Collected data entries
-------------------------

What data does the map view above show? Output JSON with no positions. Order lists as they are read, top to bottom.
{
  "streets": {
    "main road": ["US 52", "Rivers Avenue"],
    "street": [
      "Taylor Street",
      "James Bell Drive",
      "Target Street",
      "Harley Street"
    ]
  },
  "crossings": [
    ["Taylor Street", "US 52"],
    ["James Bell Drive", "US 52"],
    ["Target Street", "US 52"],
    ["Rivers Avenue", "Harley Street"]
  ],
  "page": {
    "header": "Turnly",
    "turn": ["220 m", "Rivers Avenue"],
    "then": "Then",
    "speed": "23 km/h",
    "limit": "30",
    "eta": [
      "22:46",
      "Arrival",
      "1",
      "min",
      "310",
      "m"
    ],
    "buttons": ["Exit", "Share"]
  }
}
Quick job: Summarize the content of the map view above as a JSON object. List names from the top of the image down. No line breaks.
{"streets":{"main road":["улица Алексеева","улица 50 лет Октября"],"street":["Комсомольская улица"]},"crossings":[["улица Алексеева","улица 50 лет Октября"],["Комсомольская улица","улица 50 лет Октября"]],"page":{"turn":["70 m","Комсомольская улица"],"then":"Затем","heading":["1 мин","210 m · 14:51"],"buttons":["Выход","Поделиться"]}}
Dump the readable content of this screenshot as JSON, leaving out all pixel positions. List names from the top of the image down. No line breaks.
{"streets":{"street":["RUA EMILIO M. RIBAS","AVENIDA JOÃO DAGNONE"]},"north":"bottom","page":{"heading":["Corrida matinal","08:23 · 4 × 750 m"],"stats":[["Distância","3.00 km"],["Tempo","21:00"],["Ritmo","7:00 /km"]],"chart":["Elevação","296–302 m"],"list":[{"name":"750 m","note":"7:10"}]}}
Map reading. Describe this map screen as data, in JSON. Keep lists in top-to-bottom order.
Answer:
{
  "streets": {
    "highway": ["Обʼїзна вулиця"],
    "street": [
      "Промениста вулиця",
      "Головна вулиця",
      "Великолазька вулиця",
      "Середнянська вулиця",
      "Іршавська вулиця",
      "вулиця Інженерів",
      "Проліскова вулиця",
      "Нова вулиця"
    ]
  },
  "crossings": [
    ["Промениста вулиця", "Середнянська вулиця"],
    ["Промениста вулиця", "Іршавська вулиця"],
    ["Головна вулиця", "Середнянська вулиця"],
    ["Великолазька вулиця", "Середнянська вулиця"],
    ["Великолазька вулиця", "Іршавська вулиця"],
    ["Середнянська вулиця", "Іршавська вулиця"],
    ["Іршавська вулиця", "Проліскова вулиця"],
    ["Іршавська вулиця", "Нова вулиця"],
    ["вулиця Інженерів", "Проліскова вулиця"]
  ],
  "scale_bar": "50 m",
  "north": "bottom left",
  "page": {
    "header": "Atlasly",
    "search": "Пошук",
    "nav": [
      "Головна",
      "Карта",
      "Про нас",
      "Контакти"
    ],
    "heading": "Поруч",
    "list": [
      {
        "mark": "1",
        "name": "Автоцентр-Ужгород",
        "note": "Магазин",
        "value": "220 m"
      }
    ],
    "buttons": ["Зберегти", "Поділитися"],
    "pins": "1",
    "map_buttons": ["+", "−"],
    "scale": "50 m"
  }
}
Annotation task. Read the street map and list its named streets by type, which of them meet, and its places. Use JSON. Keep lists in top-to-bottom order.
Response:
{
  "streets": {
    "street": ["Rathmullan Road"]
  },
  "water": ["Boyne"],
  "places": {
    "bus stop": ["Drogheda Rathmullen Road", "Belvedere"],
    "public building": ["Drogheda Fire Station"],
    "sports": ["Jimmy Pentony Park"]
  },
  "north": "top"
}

-------------------------

» **Directions for this task**
Please retype exactly the line containing "Annotation task. Read" and each line after it to the end of the records, and nothing more.

» **The answer**
Annotation task. Read the street map and list its named streets by type, which of them meet, and its places. Use JSON. Keep lists in top-to-bottom order.
Response:
{
  "streets": {
    "street": ["Rathmullan Road"]
  },
  "water": ["Boyne"],
  "places": {
    "bus stop": ["Drogheda Rathmullen Road", "Belvedere"],
    "public building": ["Drogheda Fire Station"],
    "sports": ["Jimmy Pentony Park"]
  },
  "north": "top"
}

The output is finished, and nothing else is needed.